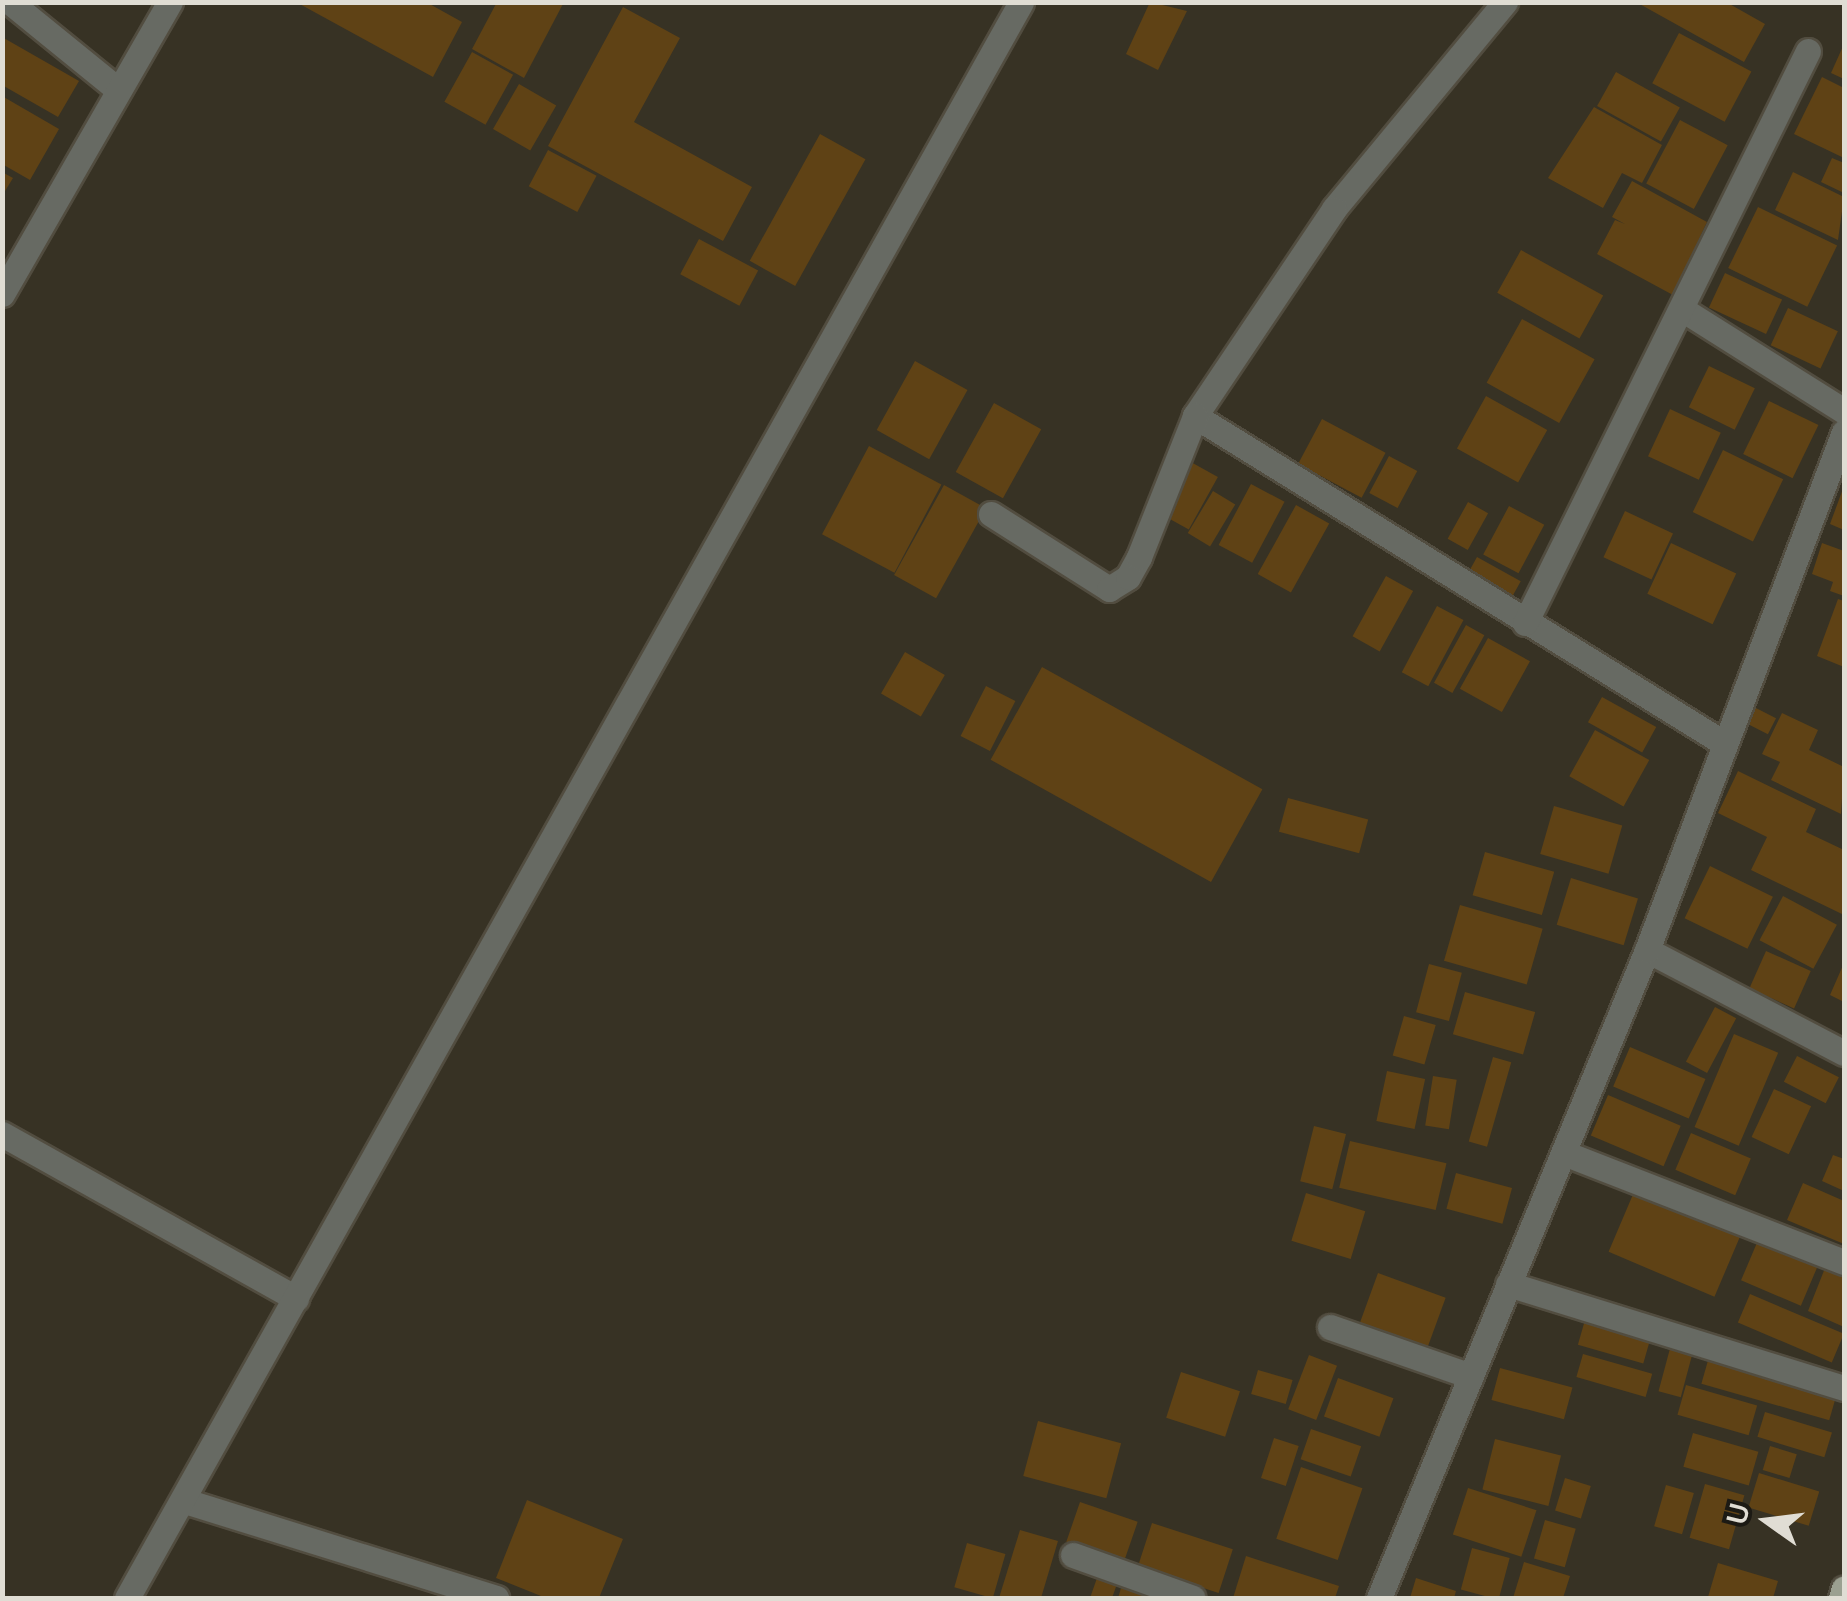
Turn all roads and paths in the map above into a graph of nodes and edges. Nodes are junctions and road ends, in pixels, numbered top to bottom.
1 (10, 2) edge
2 (170, 2) edge
3 (1022, 2) edge
4 (1506, 2) edge
5 (1808, 51) dead end
6 (118, 90) junction
7 (2, 294) edge
8 (1685, 312) junction
9 (1844, 411) edge
10 (1194, 416) junction
11 (1844, 432) edge
12 (991, 514) dead end
13 (1525, 623) junction
14 (1722, 742) junction
15 (1647, 950) junction
16 (1844, 1053) edge
17 (2, 1134) edge
18 (1564, 1153) junction
19 (1844, 1262) edge
20 (1508, 1284) junction
21 (296, 1298) junction
22 (1330, 1327) dead end
23 (1471, 1376) junction
24 (1844, 1388) edge
25 (186, 1501) junction
26 (1073, 1555) dead end
27 (1844, 1588) edge
28 (127, 1598) edge
29 (496, 1598) edge
30 (1193, 1598) edge
31 (1379, 1598) edge
32 (1841, 1598) edge

1 - 6 street
2 - 6 street
3 - 21 street
4 - 10 street
5 - 8 street
6 - 7 street
8 - 9 street
8 - 13 street
10 - 12 street
10 - 13 street
11 - 14 street
13 - 14 street
14 - 15 street
15 - 16 street
15 - 18 street
17 - 21 street
18 - 19 street
18 - 20 street
20 - 23 street
20 - 24 street
21 - 25 street
22 - 23 street
23 - 31 street
25 - 28 street
25 - 29 street
26 - 30 street
27 - 32 main road

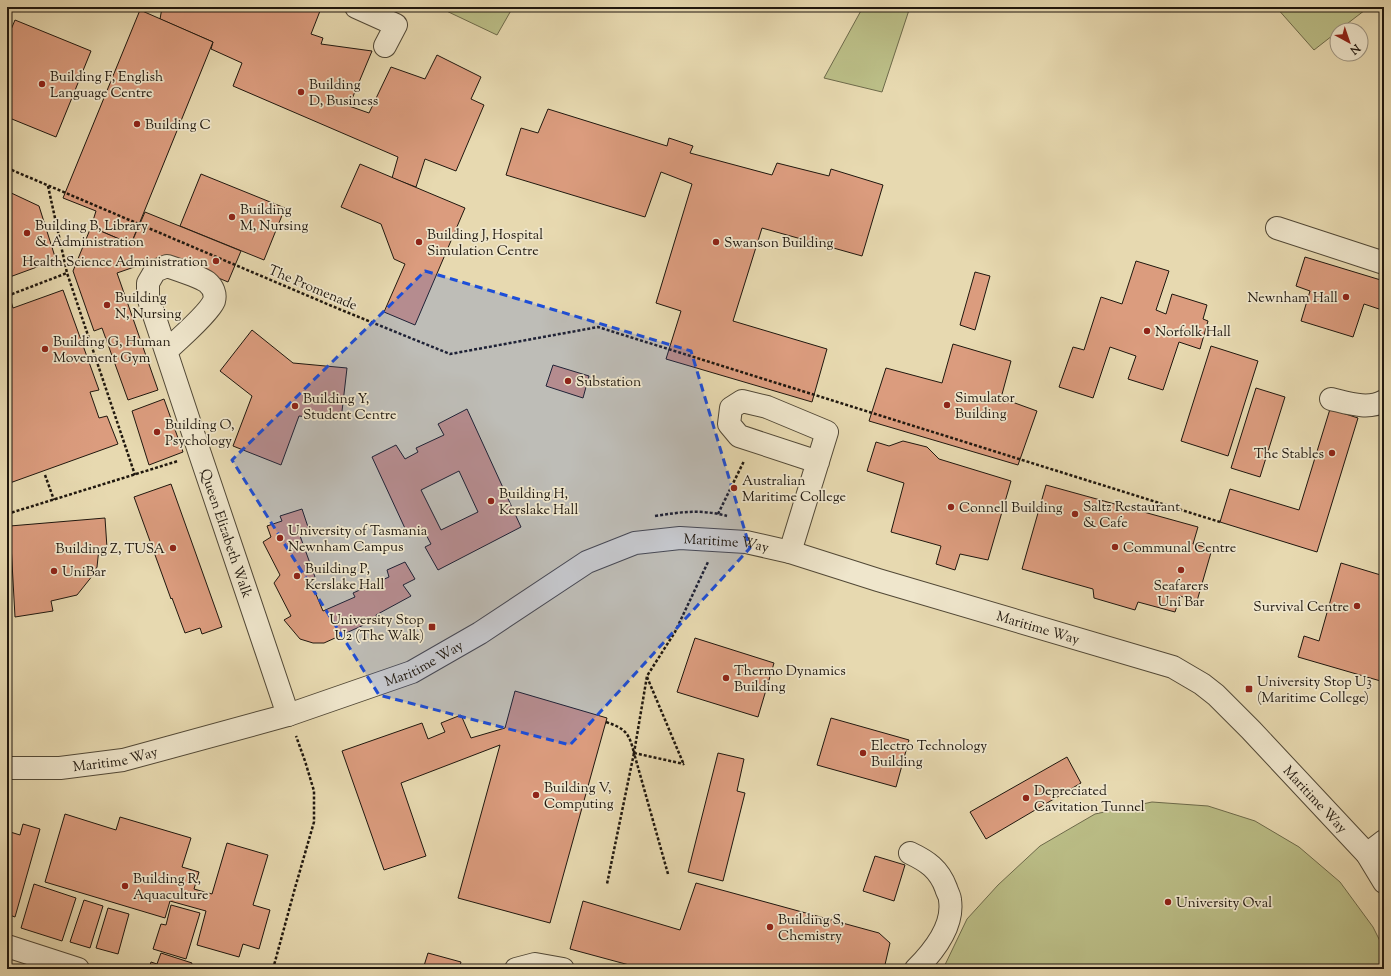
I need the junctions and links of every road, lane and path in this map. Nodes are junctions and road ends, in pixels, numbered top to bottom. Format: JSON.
{"nodes":[{"id":1,"x":356,"y":7,"type":"edge"},
{"id":2,"x":385,"y":46,"type":"dead end"},
{"id":3,"x":7,"y":168,"type":"edge"},
{"id":4,"x":48,"y":186,"type":"junction"},
{"id":5,"x":1277,"y":228,"type":"dead end"},
{"id":6,"x":1384,"y":263,"type":"edge"},
{"id":7,"x":67,"y":274,"type":"junction"},
{"id":8,"x":7,"y":296,"type":"edge"},
{"id":9,"x":166,"y":351,"type":"dead end"},
{"id":10,"x":1331,"y":399,"type":"dead end"},
{"id":11,"x":1384,"y":401,"type":"edge"},
{"id":12,"x":200,"y":454,"type":"junction"},
{"id":13,"x":747,"y":454,"type":"dead end"},
{"id":14,"x":818,"y":462,"type":"dead end"},
{"id":15,"x":135,"y":474,"type":"junction"},
{"id":16,"x":45,"y":475,"type":"dead end"},
{"id":17,"x":54,"y":500,"type":"junction"},
{"id":18,"x":7,"y":514,"type":"edge"},
{"id":19,"x":718,"y":514,"type":"dead end"},
{"id":20,"x":1220,"y":522,"type":"dead end"},
{"id":21,"x":790,"y":552,"type":"junction"},
{"id":22,"x":710,"y":560,"type":"dead end"},
{"id":23,"x":647,"y":676,"type":"junction"},
{"id":24,"x":288,"y":715,"type":"junction"},
{"id":25,"x":606,"y":722,"type":"dead end"},
{"id":26,"x":634,"y":753,"type":"junction"},
{"id":27,"x":7,"y":768,"type":"edge"},
{"id":28,"x":1376,"y":847,"type":"edge"},
{"id":29,"x":910,"y":853,"type":"dead end"},
{"id":30,"x":668,"y":874,"type":"dead end"},
{"id":31,"x":1384,"y":882,"type":"edge"},
{"id":32,"x":607,"y":884,"type":"dead end"},
{"id":33,"x":7,"y":946,"type":"edge"},
{"id":34,"x":78,"y":969,"type":"edge"},
{"id":35,"x":273,"y":969,"type":"edge"},
{"id":36,"x":516,"y":969,"type":"edge"},
{"id":37,"x":563,"y":969,"type":"edge"},
{"id":38,"x":916,"y":969,"type":"edge"}],
"edges":[{"from":1,"to":2,"type":"street"},
{"from":3,"to":4,"type":"path","name":"The Promenade"},
{"from":4,"to":7,"type":"path"},
{"from":4,"to":20,"type":"path","name":"The Promenade"},
{"from":5,"to":6,"type":"street"},
{"from":7,"to":8,"type":"path"},
{"from":7,"to":15,"type":"path"},
{"from":9,"to":12,"type":"street","name":"Queen Elizabeth Walk"},
{"from":10,"to":11,"type":"street"},
{"from":12,"to":15,"type":"path"},
{"from":12,"to":24,"type":"street","name":"Queen Elizabeth Walk"},
{"from":13,"to":19,"type":"path"},
{"from":14,"to":21,"type":"street"},
{"from":15,"to":17,"type":"path"},
{"from":16,"to":17,"type":"path"},
{"from":17,"to":18,"type":"path"},
{"from":21,"to":24,"type":"street","name":"Maritime Way"},
{"from":21,"to":28,"type":"street","name":"Maritime Way"},
{"from":22,"to":23,"type":"path"},
{"from":23,"to":26,"type":"path"},
{"from":23,"to":26,"type":"path"},
{"from":24,"to":27,"type":"street","name":"Maritime Way"},
{"from":24,"to":35,"type":"path"},
{"from":25,"to":26,"type":"path"},
{"from":26,"to":30,"type":"path"},
{"from":26,"to":32,"type":"path"},
{"from":28,"to":31,"type":"street","name":"Maritime Way"},
{"from":29,"to":38,"type":"street"},
{"from":33,"to":34,"type":"street"},
{"from":36,"to":37,"type":"street"}]}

WORK TO COMPLETE:
Wherever the string "Maritime" turns up in the material, copy the whole line.

PROBLEM SOLUTION:
{"from":21,"to":24,"type":"street","name":"Maritime Way"},
{"from":21,"to":28,"type":"street","name":"Maritime Way"},
{"from":24,"to":27,"type":"street","name":"Maritime Way"},
{"from":28,"to":31,"type":"street","name":"Maritime Way"},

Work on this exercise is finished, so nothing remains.